▶ [Aim of the exercise]: Report the lines of the data below that contain the string "nodes".

▶ [Listed records]:
━━━━━━━━

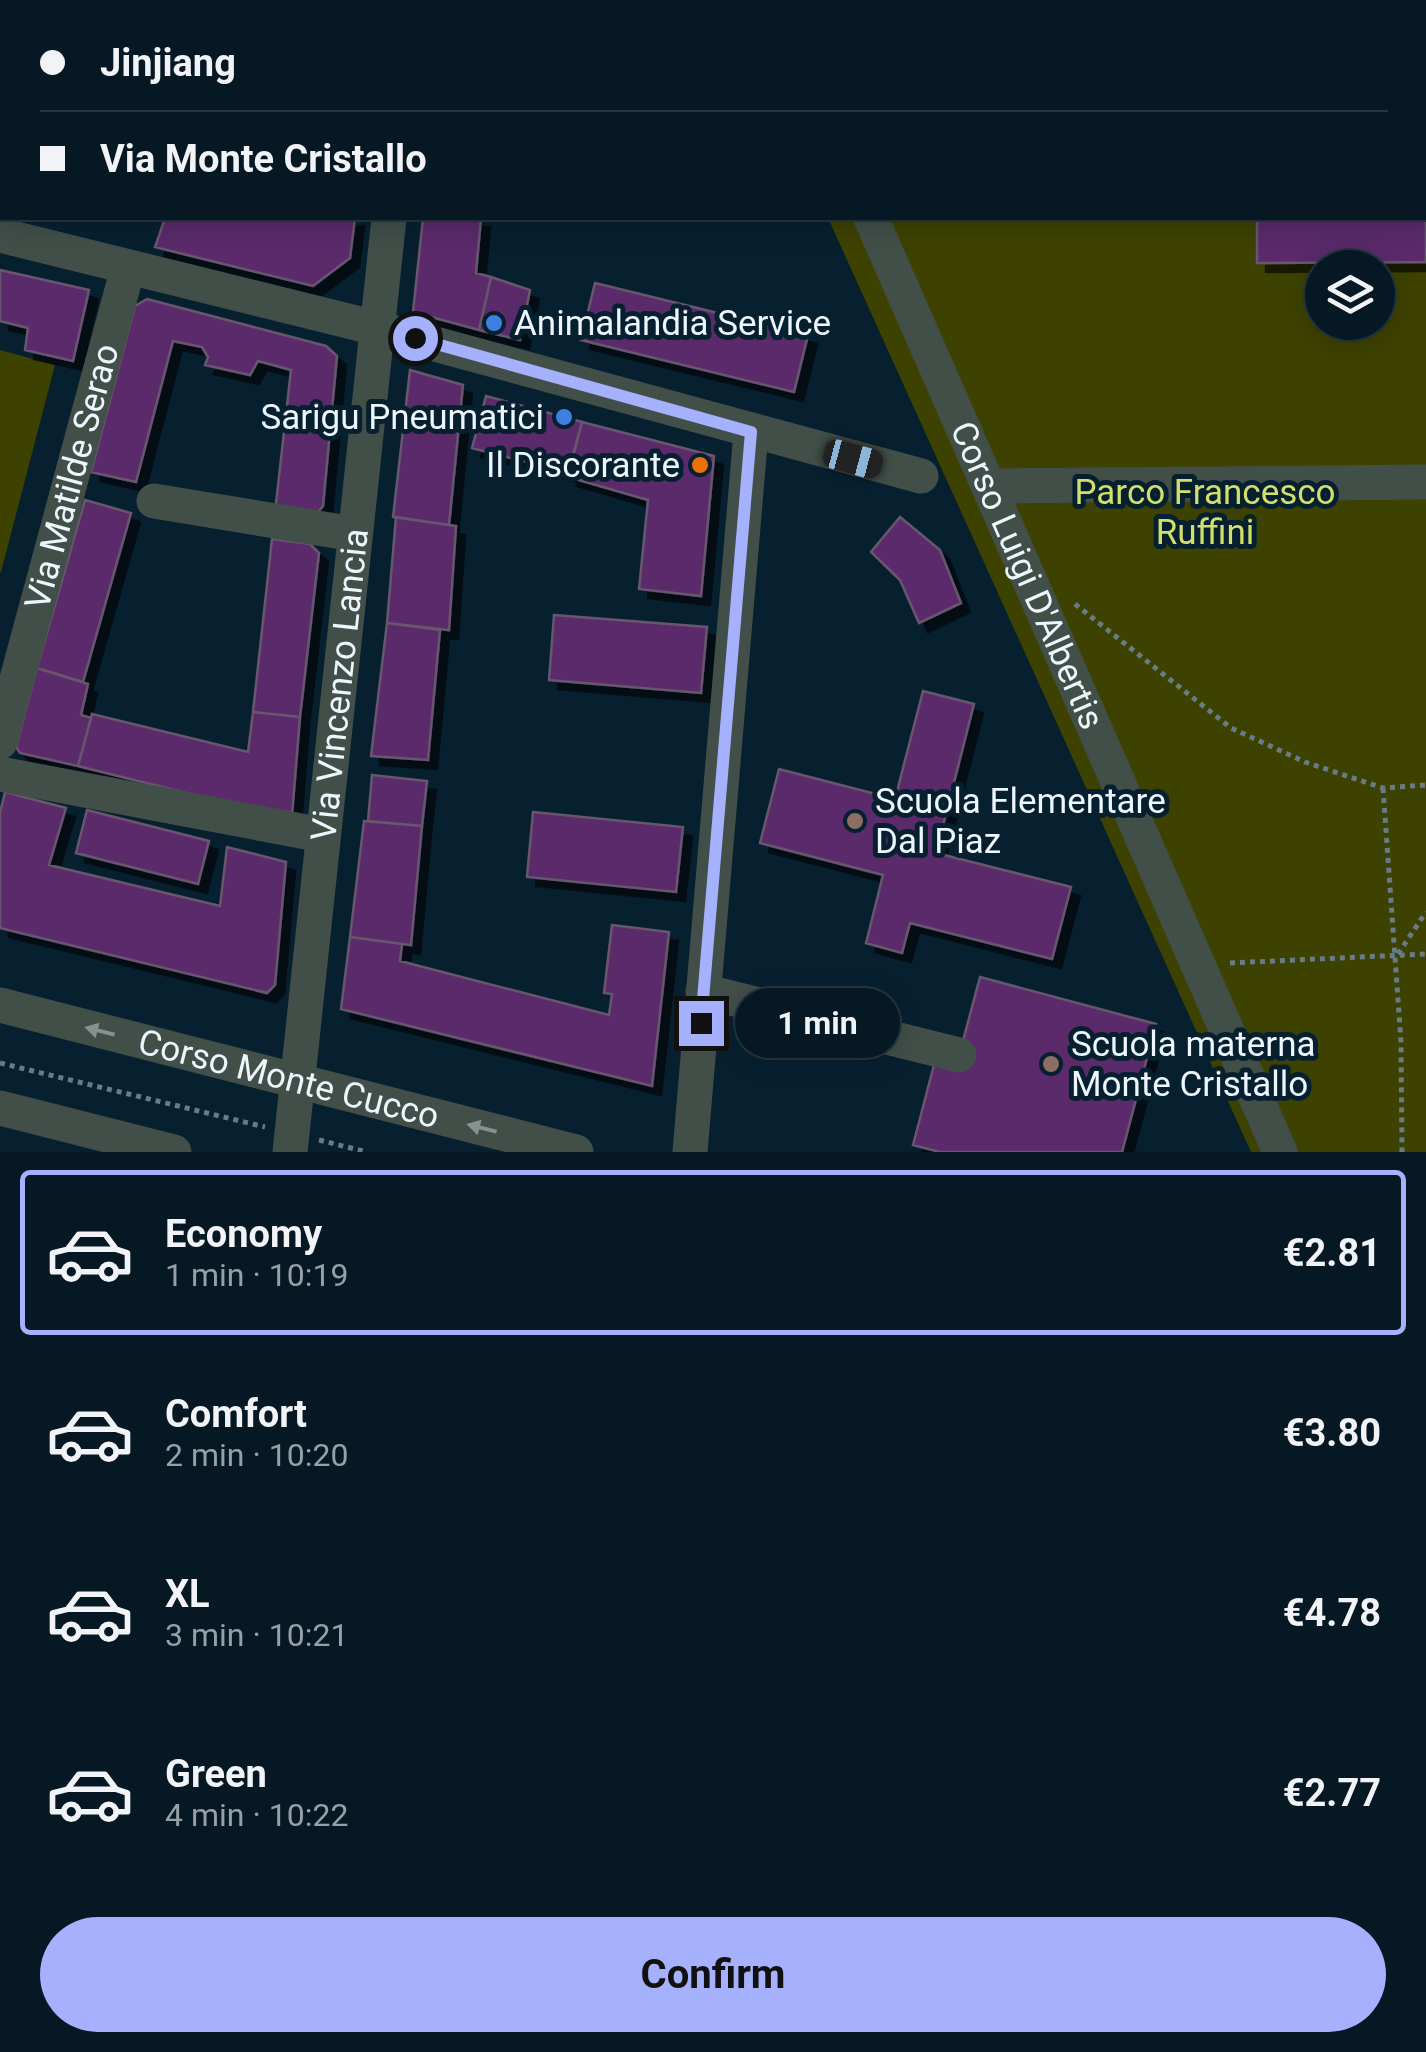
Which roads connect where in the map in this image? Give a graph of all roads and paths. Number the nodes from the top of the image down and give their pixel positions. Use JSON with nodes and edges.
{"nodes":[{"id":1,"x":389,"y":220,"type":"edge"},
{"id":2,"x":872,"y":220,"type":"edge"},
{"id":3,"x":0,"y":235,"type":"edge"},
{"id":4,"x":128,"y":268,"type":"junction"},
{"id":5,"x":376,"y":328,"type":"junction"},
{"id":6,"x":751,"y":432,"type":"junction"},
{"id":7,"x":921,"y":476,"type":"dead end"},
{"id":8,"x":1426,"y":482,"type":"edge"},
{"id":9,"x":989,"y":486,"type":"junction"},
{"id":10,"x":154,"y":501,"type":"dead end"},
{"id":11,"x":354,"y":534,"type":"junction"},
{"id":12,"x":1035,"y":596,"type":"junction"},
{"id":13,"x":0,"y":742,"type":"edge"},
{"id":14,"x":0,"y":774,"type":"edge"},
{"id":15,"x":1426,"y":785,"type":"edge"},
{"id":16,"x":1382,"y":788,"type":"junction"},
{"id":17,"x":322,"y":835,"type":"junction"},
{"id":18,"x":1426,"y":912,"type":"edge"},
{"id":19,"x":1426,"y":954,"type":"edge"},
{"id":20,"x":1396,"y":956,"type":"junction"},
{"id":21,"x":1198,"y":964,"type":"junction"},
{"id":22,"x":704,"y":991,"type":"junction"},
{"id":23,"x":0,"y":1005,"type":"edge"},
{"id":24,"x":959,"y":1055,"type":"dead end"},
{"id":25,"x":0,"y":1063,"type":"edge"},
{"id":26,"x":296,"y":1081,"type":"junction"},
{"id":27,"x":0,"y":1108,"type":"edge"},
{"id":28,"x":291,"y":1142,"type":"edge"},
{"id":29,"x":174,"y":1152,"type":"edge"},
{"id":30,"x":367,"y":1152,"type":"edge"},
{"id":31,"x":576,"y":1152,"type":"edge"},
{"id":32,"x":690,"y":1152,"type":"edge"},
{"id":33,"x":1280,"y":1152,"type":"edge"},
{"id":34,"x":1402,"y":1152,"type":"edge"}],
"edges":[{"from":1,"to":5,"type":"street","name":"Via Vincenzo Lancia"},
{"from":2,"to":9,"type":"street","name":"Corso Luigi D'Albertis"},
{"from":3,"to":4,"type":"street"},
{"from":4,"to":5,"type":"street"},
{"from":4,"to":13,"type":"street","name":"Via Matilde Serao"},
{"from":5,"to":6,"type":"street"},
{"from":5,"to":11,"type":"street","name":"Via Vincenzo Lancia"},
{"from":6,"to":7,"type":"street"},
{"from":6,"to":22,"type":"street"},
{"from":8,"to":9,"type":"street"},
{"from":9,"to":12,"type":"street","name":"Corso Luigi D'Albertis"},
{"from":10,"to":11,"type":"street"},
{"from":11,"to":17,"type":"street","name":"Via Vincenzo Lancia"},
{"from":12,"to":16,"type":"path"},
{"from":12,"to":21,"type":"street","name":"Corso Luigi D'Albertis"},
{"from":14,"to":17,"type":"street"},
{"from":15,"to":16,"type":"path"},
{"from":16,"to":20,"type":"path"},
{"from":17,"to":26,"type":"street","name":"Via Vincenzo Lancia"},
{"from":18,"to":20,"type":"path"},
{"from":19,"to":20,"type":"path"},
{"from":20,"to":21,"type":"path"},
{"from":20,"to":34,"type":"path"},
{"from":21,"to":33,"type":"street","name":"Corso Luigi D'Albertis"},
{"from":22,"to":24,"type":"street"},
{"from":22,"to":32,"type":"street"},
{"from":26,"to":23,"type":"street","name":"Corso Monte Cucco","one_way":true},
{"from":25,"to":28,"type":"path"},
{"from":26,"to":28,"type":"street","name":"Via Vincenzo Lancia"},
{"from":31,"to":26,"type":"street","name":"Corso Monte Cucco","one_way":true},
{"from":27,"to":29,"type":"street"},
{"from":28,"to":30,"type":"path"}]}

━━━━━━━━

▶ [Answer section]:
Which roads connect where in the map in this image? Give a graph of all roads and paths. Number the nodes from the top of the image down and give their pixel positions. Use JSON with nodes and edges.
{"nodes":[{"id":1,"x":389,"y":220,"type":"edge"},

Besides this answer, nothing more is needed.